La fiesta de los muertos: Un setlist para los fieles
Con la fuerza de un hechizo lanzado, el setlist comenzó a tomar forma. Las viejas leyendas de King Diamond, como “Halloween”, “Voodoo” y “Them”, no solo cobraron vida, sino que trascendieron las fronteras del tiempo. El público, en una entrega total, se convirtió en el coro de este ritual siniestro, cantando las letras de cada canción como si recitaran conjuros sagrados. Entre los muros invisibles de esta mansión de horrores, “Welcome Home” y “The Candle” brillaban como faros, como las reliquias de un pasado siniestro que nunca dejaban de latir en el corazón de los asistentes.
No obstante, las verdaderas joyas de la noche fueron los momentos más íntimos y dramáticos, como “Sleepless Nights” y “Spider Lilly”, que evocaron una sensación de desolación absoluta. Eran como fragmentos de un sueño roto, una pesadilla de la que nadie quería despertar.
A cada paso, el show se volvía más oscuro, más profundo, como si el propio suelo del estadio estuviera absorbiendo el alma de todos los presentes.

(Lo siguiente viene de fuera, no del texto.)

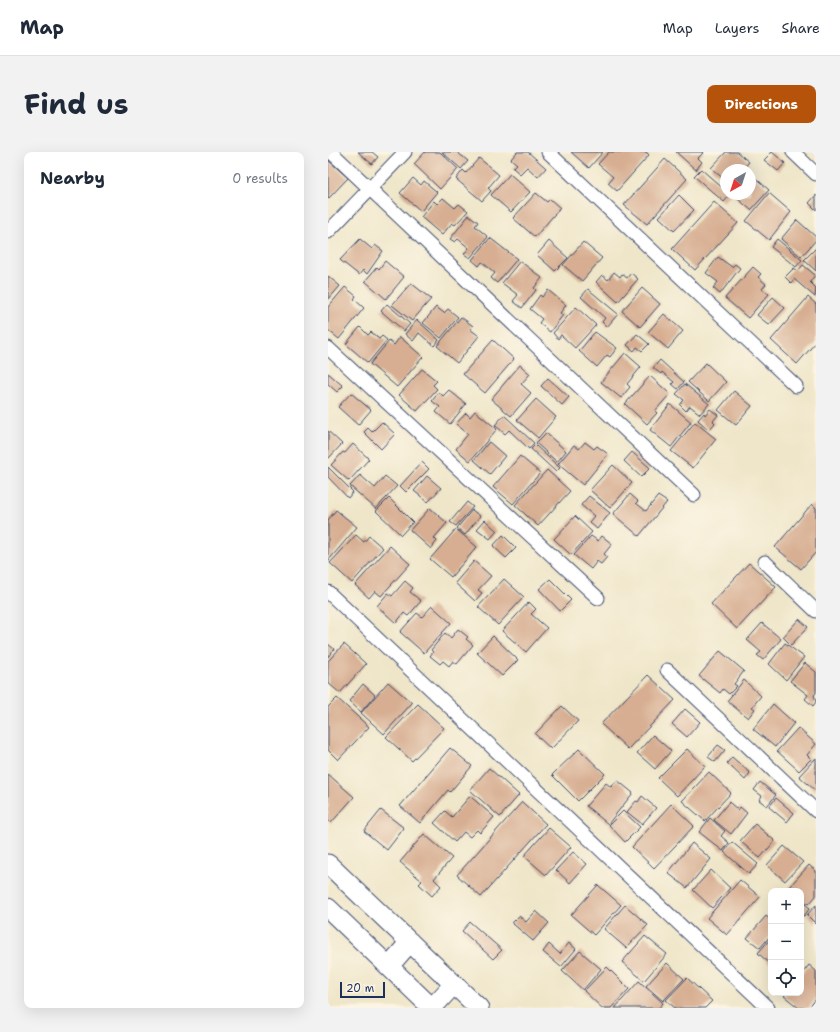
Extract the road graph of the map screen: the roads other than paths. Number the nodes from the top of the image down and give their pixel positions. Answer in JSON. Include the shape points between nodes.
{"nodes":[{"id":1,"x":330,"y":152,"type":"edge"},
{"id":2,"x":405,"y":152,"type":"edge"},
{"id":3,"x":548,"y":152,"type":"edge"},
{"id":4,"x":792,"y":152,"type":"edge"},
{"id":5,"x":816,"y":174,"type":"edge"},
{"id":6,"x":369,"y":189,"type":"junction"},
{"id":7,"x":328,"y":232,"type":"edge"},
{"id":8,"x":328,"y":348,"type":"edge"},
{"id":9,"x":796,"y":386,"type":"dead end"},
{"id":10,"x":694,"y":495,"type":"dead end"},
{"id":11,"x":765,"y":562,"type":"dead end"},
{"id":12,"x":328,"y":592,"type":"edge"},
{"id":13,"x":598,"y":598,"type":"dead end"},
{"id":14,"x":816,"y":611,"type":"edge"},
{"id":15,"x":668,"y":670,"type":"dead end"},
{"id":16,"x":816,"y":811,"type":"edge"},
{"id":17,"x":328,"y":864,"type":"edge"},
{"id":18,"x":328,"y":908,"type":"edge"},
{"id":19,"x":410,"y":942,"type":"junction"},
{"id":20,"x":389,"y":966,"type":"junction"},
{"id":21,"x":454,"y":984,"type":"junction"},
{"id":22,"x":432,"y":1008,"type":"edge"},
{"id":23,"x":479,"y":1008,"type":"edge"},
{"id":24,"x":768,"y":1008,"type":"edge"}],
"edges":[{"from":1,"to":6,"type":"street"},
{"from":2,"to":6,"type":"street"},
{"from":3,"to":9,"type":"street"},
{"from":4,"to":5,"type":"street"},
{"from":6,"to":7,"type":"street"},
{"from":6,"to":10,"type":"street"},
{"from":8,"to":13,"type":"street"},
{"from":11,"to":14,"type":"street"},
{"from":12,"to":24,"type":"street"},
{"from":15,"to":16,"type":"street"},
{"from":17,"to":19,"type":"main road"},
{"from":18,"to":20,"type":"main road"},
{"from":19,"to":20,"type":"main road"},
{"from":19,"to":21,"type":"main road"},
{"from":20,"to":22,"type":"main road"},
{"from":21,"to":22,"type":"main road"},
{"from":21,"to":23,"type":"main road"}]}
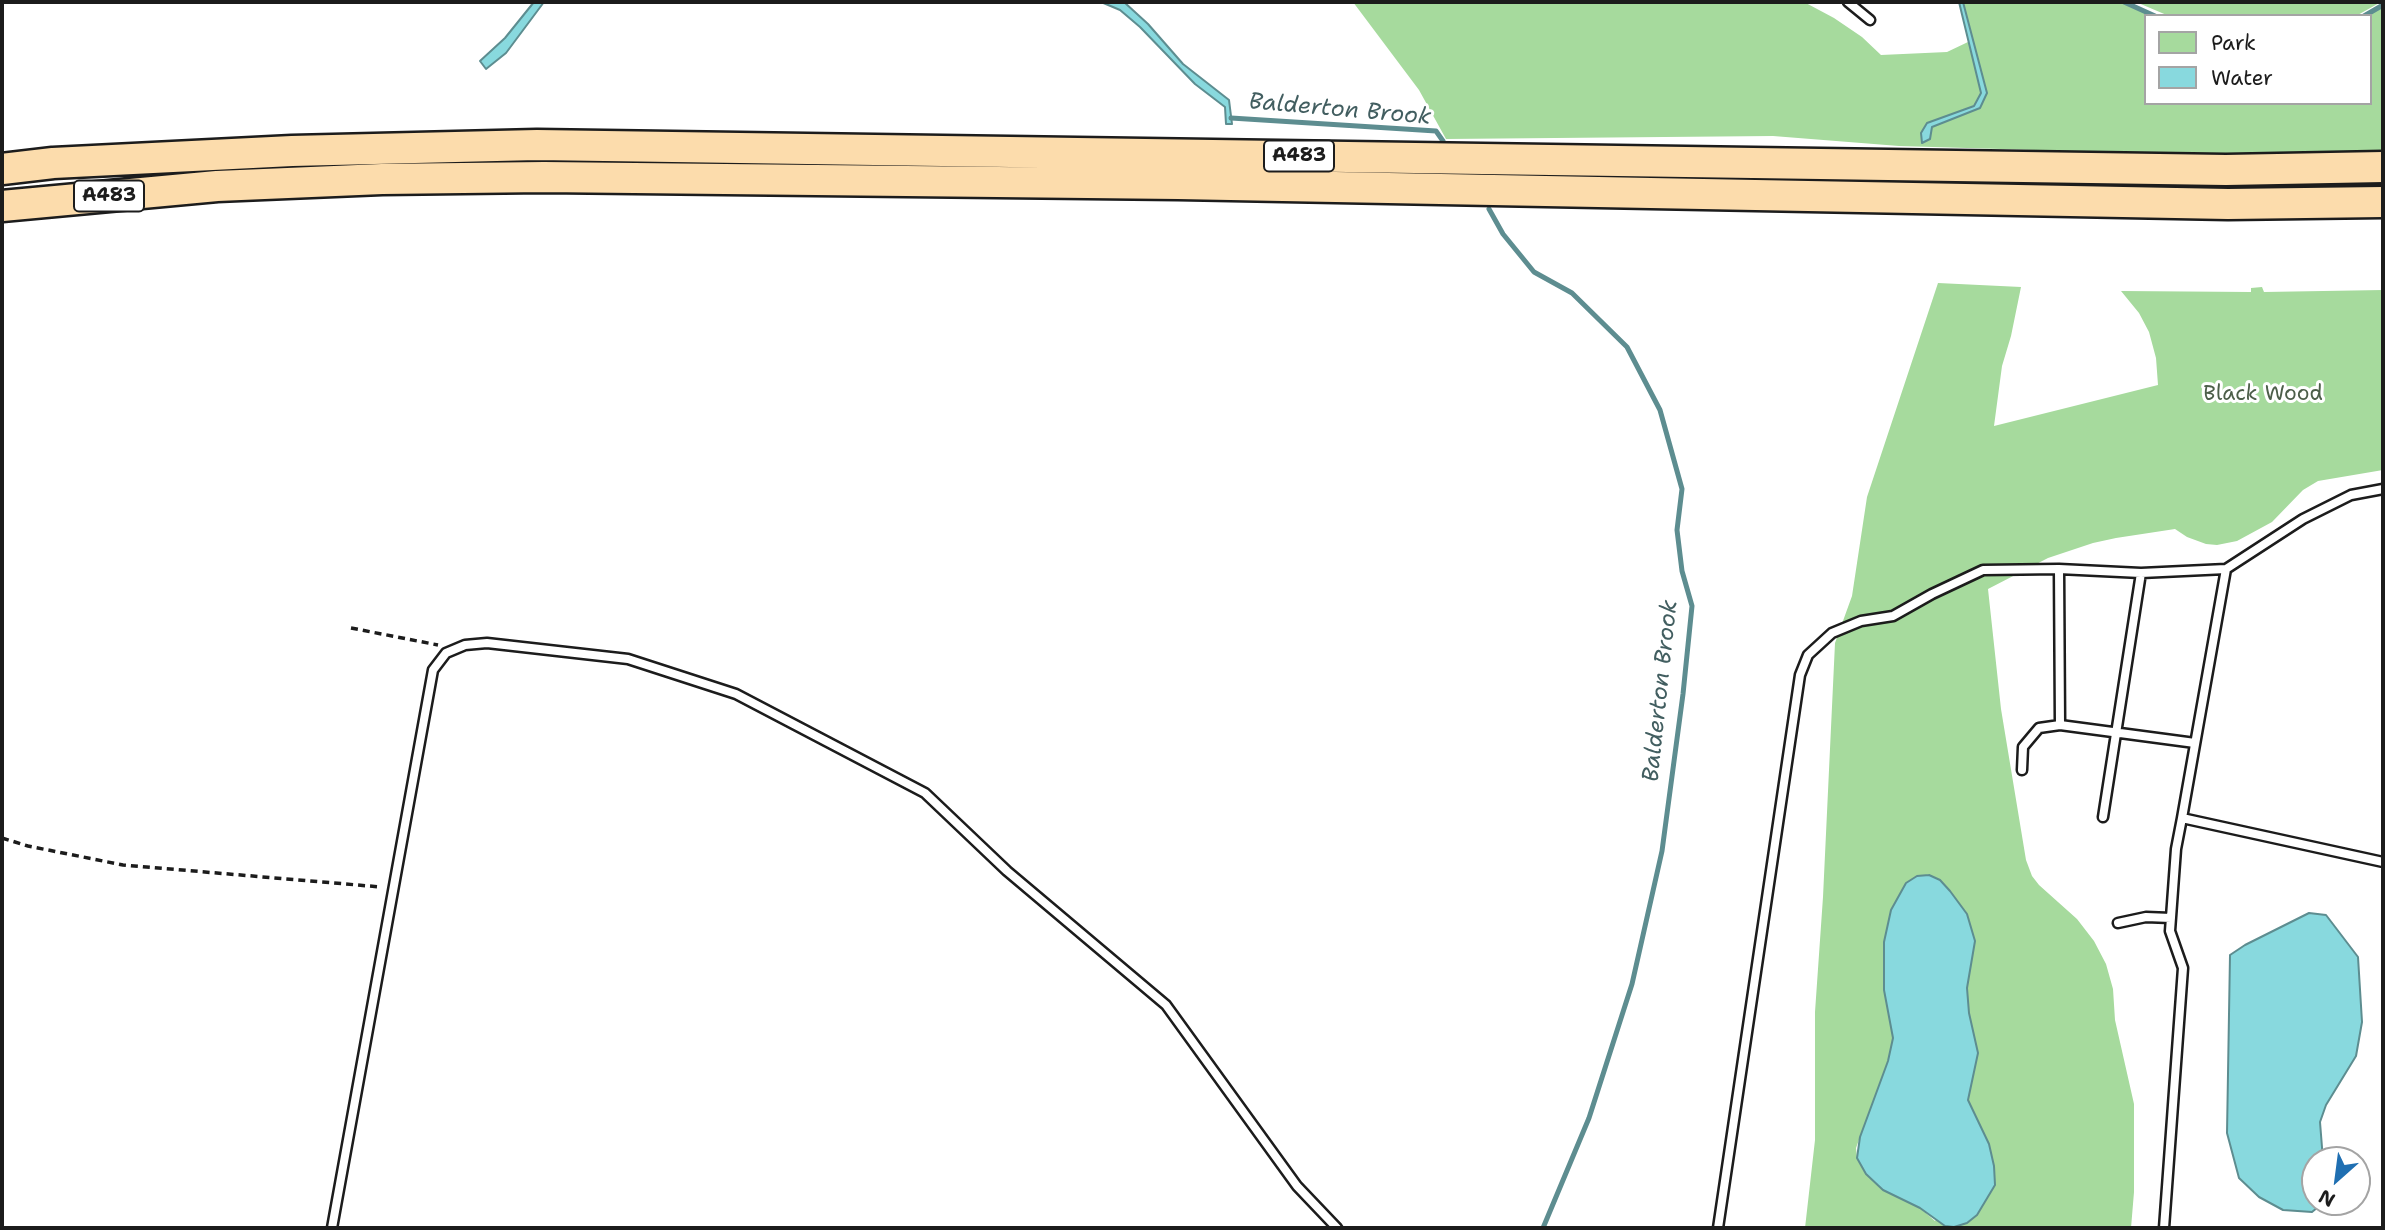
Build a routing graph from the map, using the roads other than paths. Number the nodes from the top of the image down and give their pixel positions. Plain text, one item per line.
1 (1848, 2) edge
2 (1870, 20) dead end
3 (2383, 167) edge
4 (2, 169) edge
5 (2383, 202) edge
6 (2, 206) edge
7 (2383, 489) edge
8 (2059, 569) junction
9 (2226, 569) junction
10 (2141, 573) junction
11 (2060, 725) junction
12 (2117, 733) junction
13 (2195, 743) junction
14 (2022, 770) dead end
15 (2103, 817) dead end
16 (2182, 818) junction
17 (2383, 862) edge
18 (2171, 918) junction
19 (2118, 923) dead end
20 (332, 1228) edge
21 (1337, 1228) edge
22 (1718, 1228) edge
23 (2164, 1228) edge

1 - 2 lane
3 - 4 highway, A483
5 - 6 highway, A483
7 - 9 lane
8 - 10 lane
8 - 11 lane
8 - 22 lane
9 - 10 lane
9 - 13 lane
10 - 12 lane
11 - 12 lane
11 - 14 lane
12 - 13 lane
12 - 15 lane
13 - 16 lane
16 - 17 lane
16 - 18 lane
18 - 19 lane
18 - 23 lane
20 - 21 lane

El final, sin embargo, llegó como un destino inevitable. En un gesto digno de un rey que conoce el peso de su poder, King Diamond invitó a un afortunado fan a elegir la última canción de la noche. No fue un simple azar; era la conclusión de un pacto místico, una conexión entre el líder y su pueblo, entre el arte y el espectador. El fan, con voz temblorosa pero decidida, eligió “Abigail”, la canción que encierra todo el alma del rey del metal. Y cuando las primeras notas resonaron en el aire, el recinto entero estalló en un grito colectivo, como si se hubiera desatado una tormenta, como si la misma tierra hubiera temblado ante el poder de la melodía.
El legado del Rey: El regreso al Reino
La noche terminó, pero la historia no lo hizo. Porque King Diamond, al igual que un rey que nunca abandona su trono, dejó en cada rincón de esa vasta explanada su sello imborrable. Y mientras los ecos de “Abigail” aún flotaban en el aire, el público mexicano supo que no solo había asistido a un concierto. Había sido parte de un rito ancestral, de una celebración donde el metal, el terror y la magia se fusionaron en una experiencia única.
La Explanada del Estadio Azteca, ahora marcada por las sombras del Rey, se convirtió en un lugar sagrado, donde los fieles del metal ya esperan el regreso de su monarca. Porque el Rey no muere; el Rey siempre regresa. Y México, siempre con los brazos abiertos, será su trono, una y otra vez.